*DIRECTIONS:*
Where the word "image" shows up in the entries below, please copy the whole line.

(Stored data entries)

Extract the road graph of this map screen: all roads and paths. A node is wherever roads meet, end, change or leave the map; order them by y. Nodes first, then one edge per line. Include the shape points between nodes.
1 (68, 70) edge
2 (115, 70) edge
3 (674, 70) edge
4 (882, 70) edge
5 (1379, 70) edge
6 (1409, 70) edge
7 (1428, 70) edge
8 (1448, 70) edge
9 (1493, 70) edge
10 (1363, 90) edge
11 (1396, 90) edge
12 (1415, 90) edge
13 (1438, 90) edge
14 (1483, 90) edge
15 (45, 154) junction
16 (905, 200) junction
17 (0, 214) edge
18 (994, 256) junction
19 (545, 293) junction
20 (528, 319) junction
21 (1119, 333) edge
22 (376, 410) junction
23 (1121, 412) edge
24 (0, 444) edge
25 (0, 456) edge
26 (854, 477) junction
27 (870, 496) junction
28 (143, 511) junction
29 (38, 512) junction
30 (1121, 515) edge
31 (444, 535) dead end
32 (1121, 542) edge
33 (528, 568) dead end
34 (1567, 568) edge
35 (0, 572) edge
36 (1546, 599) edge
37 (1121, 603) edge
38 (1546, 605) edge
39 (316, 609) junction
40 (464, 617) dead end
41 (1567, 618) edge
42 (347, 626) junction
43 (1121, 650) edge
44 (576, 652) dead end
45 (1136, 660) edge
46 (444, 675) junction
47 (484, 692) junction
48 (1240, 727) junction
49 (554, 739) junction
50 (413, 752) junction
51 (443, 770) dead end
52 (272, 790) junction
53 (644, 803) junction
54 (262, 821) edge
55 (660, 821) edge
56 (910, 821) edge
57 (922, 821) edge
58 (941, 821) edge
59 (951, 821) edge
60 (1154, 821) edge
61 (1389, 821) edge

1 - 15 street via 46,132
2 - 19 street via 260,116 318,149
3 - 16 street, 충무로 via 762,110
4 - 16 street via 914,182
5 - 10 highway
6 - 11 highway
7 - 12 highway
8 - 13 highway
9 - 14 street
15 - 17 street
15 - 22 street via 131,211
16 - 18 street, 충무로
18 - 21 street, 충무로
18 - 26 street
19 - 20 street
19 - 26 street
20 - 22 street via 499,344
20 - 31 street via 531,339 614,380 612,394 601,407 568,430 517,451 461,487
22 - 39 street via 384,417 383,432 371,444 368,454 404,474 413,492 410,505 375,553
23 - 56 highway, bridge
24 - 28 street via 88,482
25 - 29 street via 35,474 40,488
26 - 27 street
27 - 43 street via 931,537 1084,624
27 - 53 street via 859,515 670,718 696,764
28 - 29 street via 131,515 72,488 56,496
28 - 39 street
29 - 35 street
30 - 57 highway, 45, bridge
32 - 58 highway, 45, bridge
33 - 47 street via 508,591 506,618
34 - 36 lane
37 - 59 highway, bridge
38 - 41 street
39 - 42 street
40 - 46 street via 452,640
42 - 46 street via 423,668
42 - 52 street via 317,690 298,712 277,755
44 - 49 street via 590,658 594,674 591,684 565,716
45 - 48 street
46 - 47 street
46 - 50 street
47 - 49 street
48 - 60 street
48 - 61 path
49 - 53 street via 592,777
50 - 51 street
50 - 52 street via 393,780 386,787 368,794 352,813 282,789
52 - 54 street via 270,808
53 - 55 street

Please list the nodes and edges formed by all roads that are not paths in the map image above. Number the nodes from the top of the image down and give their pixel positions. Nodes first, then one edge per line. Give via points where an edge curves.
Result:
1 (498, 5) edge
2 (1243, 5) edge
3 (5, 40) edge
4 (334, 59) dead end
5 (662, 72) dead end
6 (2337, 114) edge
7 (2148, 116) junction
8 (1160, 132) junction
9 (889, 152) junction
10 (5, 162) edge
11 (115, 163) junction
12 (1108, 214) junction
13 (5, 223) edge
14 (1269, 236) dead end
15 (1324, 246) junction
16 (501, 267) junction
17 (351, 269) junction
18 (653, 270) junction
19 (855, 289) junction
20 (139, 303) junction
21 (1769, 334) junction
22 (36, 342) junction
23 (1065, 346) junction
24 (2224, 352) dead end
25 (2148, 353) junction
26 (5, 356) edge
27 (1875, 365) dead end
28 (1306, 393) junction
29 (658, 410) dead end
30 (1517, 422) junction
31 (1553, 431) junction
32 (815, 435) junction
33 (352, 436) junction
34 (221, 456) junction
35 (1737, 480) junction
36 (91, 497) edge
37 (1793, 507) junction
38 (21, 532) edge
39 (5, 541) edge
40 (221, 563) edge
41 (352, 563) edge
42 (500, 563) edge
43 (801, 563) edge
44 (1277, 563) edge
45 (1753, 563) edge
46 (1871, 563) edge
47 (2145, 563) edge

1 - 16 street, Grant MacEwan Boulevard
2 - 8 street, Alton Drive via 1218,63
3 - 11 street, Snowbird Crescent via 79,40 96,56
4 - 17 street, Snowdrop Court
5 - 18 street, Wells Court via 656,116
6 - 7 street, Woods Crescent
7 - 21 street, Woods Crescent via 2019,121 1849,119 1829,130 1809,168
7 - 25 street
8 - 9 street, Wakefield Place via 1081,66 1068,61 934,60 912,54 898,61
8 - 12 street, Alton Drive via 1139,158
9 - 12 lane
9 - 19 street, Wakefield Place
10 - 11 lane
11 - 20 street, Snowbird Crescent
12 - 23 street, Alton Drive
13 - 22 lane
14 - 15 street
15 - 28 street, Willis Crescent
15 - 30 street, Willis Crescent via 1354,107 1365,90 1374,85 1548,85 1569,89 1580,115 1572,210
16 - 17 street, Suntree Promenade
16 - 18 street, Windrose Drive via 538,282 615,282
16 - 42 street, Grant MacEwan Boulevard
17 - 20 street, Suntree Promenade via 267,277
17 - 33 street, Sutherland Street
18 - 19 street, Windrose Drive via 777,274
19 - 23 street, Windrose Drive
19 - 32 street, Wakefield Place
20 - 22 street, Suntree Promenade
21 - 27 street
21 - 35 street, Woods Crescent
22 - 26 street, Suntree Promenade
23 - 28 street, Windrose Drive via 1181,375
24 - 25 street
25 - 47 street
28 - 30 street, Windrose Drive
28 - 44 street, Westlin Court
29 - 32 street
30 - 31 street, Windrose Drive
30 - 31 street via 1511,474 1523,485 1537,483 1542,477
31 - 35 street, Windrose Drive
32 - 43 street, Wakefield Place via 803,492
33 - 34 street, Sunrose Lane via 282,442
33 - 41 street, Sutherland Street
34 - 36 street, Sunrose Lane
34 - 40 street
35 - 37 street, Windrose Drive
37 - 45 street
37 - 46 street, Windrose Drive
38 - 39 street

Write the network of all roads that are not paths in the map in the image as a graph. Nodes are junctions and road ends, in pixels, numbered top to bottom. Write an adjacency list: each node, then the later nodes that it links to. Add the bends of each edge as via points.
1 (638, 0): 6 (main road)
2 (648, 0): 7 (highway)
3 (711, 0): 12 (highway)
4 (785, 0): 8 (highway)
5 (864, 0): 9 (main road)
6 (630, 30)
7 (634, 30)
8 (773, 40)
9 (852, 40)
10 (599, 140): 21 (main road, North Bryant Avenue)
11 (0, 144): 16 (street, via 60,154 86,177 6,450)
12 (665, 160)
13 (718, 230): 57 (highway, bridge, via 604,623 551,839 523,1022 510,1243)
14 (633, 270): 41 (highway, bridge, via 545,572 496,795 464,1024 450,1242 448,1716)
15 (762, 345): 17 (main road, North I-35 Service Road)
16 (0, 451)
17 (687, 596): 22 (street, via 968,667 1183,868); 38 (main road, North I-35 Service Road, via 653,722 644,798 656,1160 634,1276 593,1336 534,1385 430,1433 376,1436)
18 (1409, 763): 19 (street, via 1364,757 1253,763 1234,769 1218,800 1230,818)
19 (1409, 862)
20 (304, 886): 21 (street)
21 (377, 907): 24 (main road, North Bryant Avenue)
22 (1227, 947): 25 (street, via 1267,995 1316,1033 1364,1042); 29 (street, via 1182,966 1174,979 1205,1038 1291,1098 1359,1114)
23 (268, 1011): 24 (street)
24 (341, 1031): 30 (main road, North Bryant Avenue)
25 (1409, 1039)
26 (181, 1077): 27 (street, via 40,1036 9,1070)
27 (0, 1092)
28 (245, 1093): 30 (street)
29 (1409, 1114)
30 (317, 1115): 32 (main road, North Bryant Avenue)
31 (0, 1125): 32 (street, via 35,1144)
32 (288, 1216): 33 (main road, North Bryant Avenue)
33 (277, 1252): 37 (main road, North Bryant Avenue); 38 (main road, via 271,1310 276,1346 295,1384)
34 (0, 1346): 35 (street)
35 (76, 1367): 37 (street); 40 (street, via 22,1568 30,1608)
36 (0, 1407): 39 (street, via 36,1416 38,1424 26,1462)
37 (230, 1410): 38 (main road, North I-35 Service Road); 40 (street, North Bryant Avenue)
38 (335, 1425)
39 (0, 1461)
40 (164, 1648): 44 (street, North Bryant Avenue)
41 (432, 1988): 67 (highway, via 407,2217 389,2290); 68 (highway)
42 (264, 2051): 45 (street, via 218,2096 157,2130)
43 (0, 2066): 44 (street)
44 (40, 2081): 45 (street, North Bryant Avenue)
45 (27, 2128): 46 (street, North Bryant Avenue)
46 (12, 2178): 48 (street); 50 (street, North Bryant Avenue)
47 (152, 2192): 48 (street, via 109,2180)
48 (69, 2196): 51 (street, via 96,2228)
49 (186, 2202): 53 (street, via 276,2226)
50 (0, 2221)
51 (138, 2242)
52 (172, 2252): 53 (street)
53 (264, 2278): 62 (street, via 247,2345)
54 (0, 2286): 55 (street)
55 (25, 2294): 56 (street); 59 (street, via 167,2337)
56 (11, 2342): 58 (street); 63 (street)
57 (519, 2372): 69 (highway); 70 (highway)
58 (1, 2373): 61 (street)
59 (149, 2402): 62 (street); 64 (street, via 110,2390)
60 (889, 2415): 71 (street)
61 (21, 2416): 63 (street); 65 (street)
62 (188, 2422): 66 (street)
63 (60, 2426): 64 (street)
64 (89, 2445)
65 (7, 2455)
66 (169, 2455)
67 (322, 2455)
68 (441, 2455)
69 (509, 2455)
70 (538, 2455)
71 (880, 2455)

*REPLY TO THE TASK:*
Please list the nodes and edges formed by all roads that are not paths in the map image above. Number the nodes from the top of the image down and give their pixel positions. Nodes first, then one edge per line. Give via points where an edge curves.
Write the network of all roads that are not paths in the map in the image as a graph. Nodes are junctions and road ends, in pixels, numbered top to bottom. Write an adjacency list: each node, then the later nodes that it links to. Add the bends of each edge as via points.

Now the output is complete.